Start of Provided data

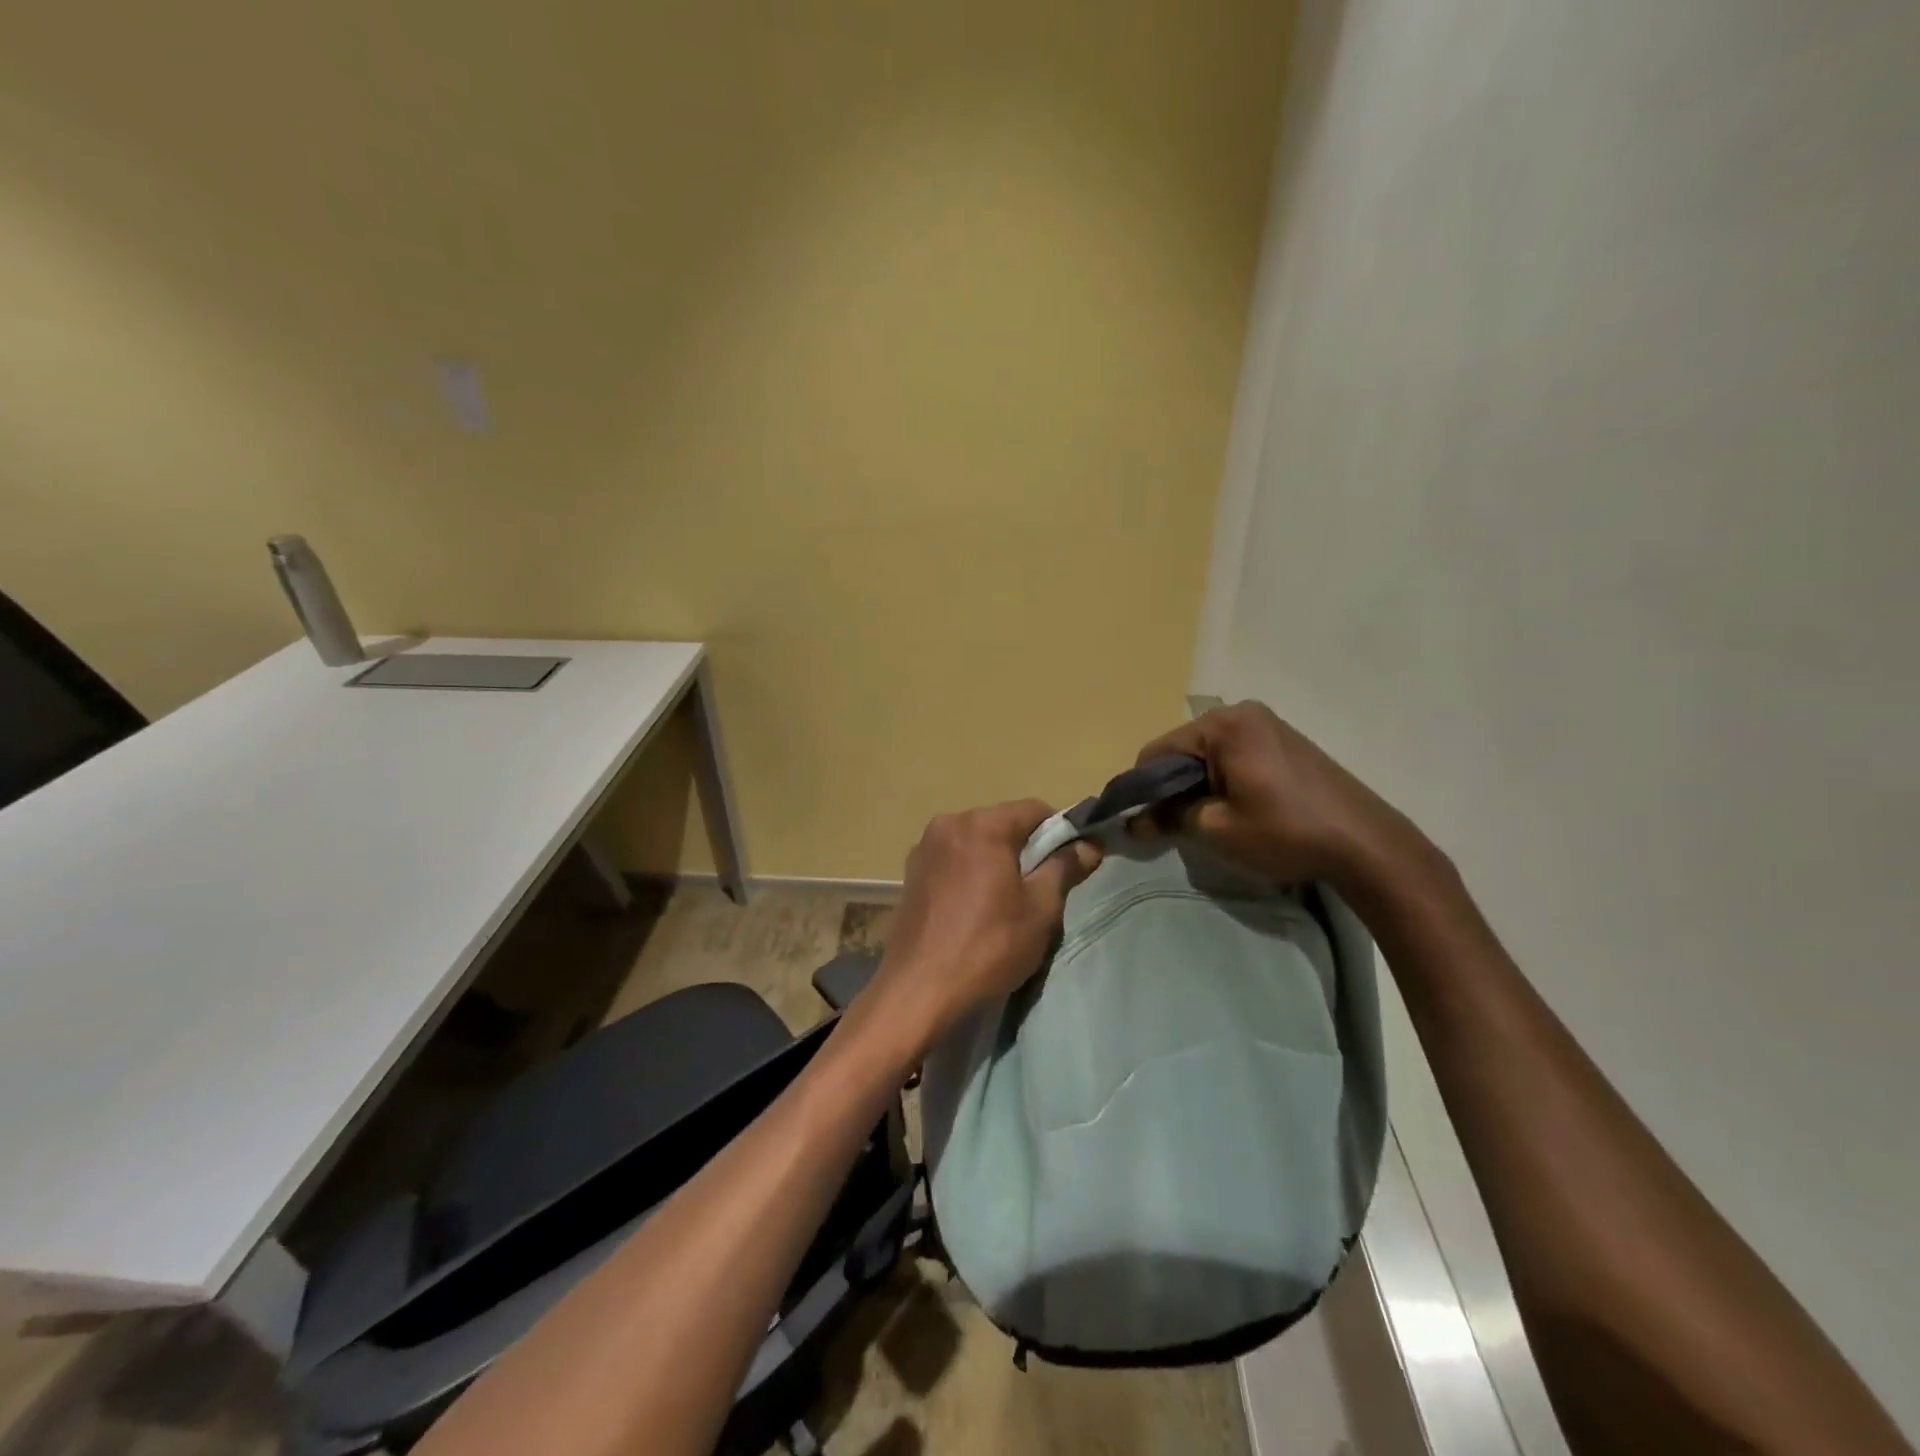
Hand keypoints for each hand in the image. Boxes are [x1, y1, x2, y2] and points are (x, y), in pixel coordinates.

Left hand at [855, 801, 1101, 1061]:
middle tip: (1044, 885)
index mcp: (982, 825)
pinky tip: (976, 907)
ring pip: (976, 842)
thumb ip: (1064, 868)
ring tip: (1008, 900)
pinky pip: (953, 860)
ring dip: (997, 860)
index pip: (1034, 810)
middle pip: (1002, 823)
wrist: (919, 989)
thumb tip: (1088, 845)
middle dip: (1026, 846)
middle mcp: (949, 823)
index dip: (1060, 831)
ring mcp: (924, 847)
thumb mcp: (1040, 909)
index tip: (1073, 860)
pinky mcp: (911, 873)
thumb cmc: (988, 946)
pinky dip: (971, 871)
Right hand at [1134, 702, 1427, 889]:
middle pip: (1184, 749)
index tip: (1143, 822)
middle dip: (1174, 787)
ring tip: (1211, 820)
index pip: (1157, 751)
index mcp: (1222, 725)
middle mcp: (1242, 713)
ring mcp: (1268, 724)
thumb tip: (1133, 821)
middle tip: (1177, 826)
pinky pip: (1235, 755)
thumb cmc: (1284, 832)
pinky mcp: (1286, 741)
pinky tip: (1238, 809)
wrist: (1366, 844)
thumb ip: (1168, 817)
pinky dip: (1224, 780)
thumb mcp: (1216, 829)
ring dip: (1199, 786)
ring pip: (1209, 754)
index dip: (1143, 789)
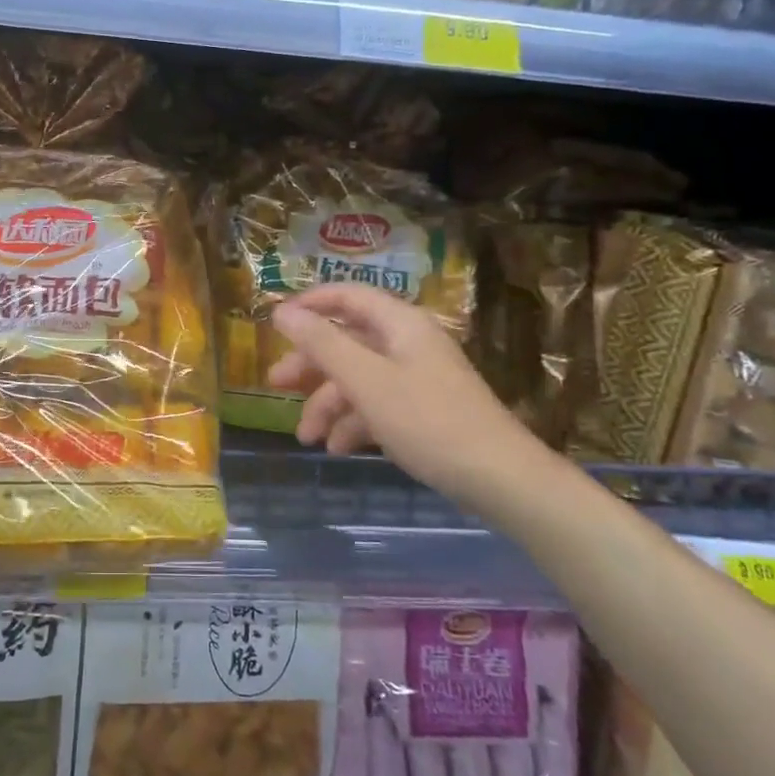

End of Provided data

### [Action item]
Based on the records above, count the lines in which "index" occurs and provide only the number.

### [Completed exercise]
8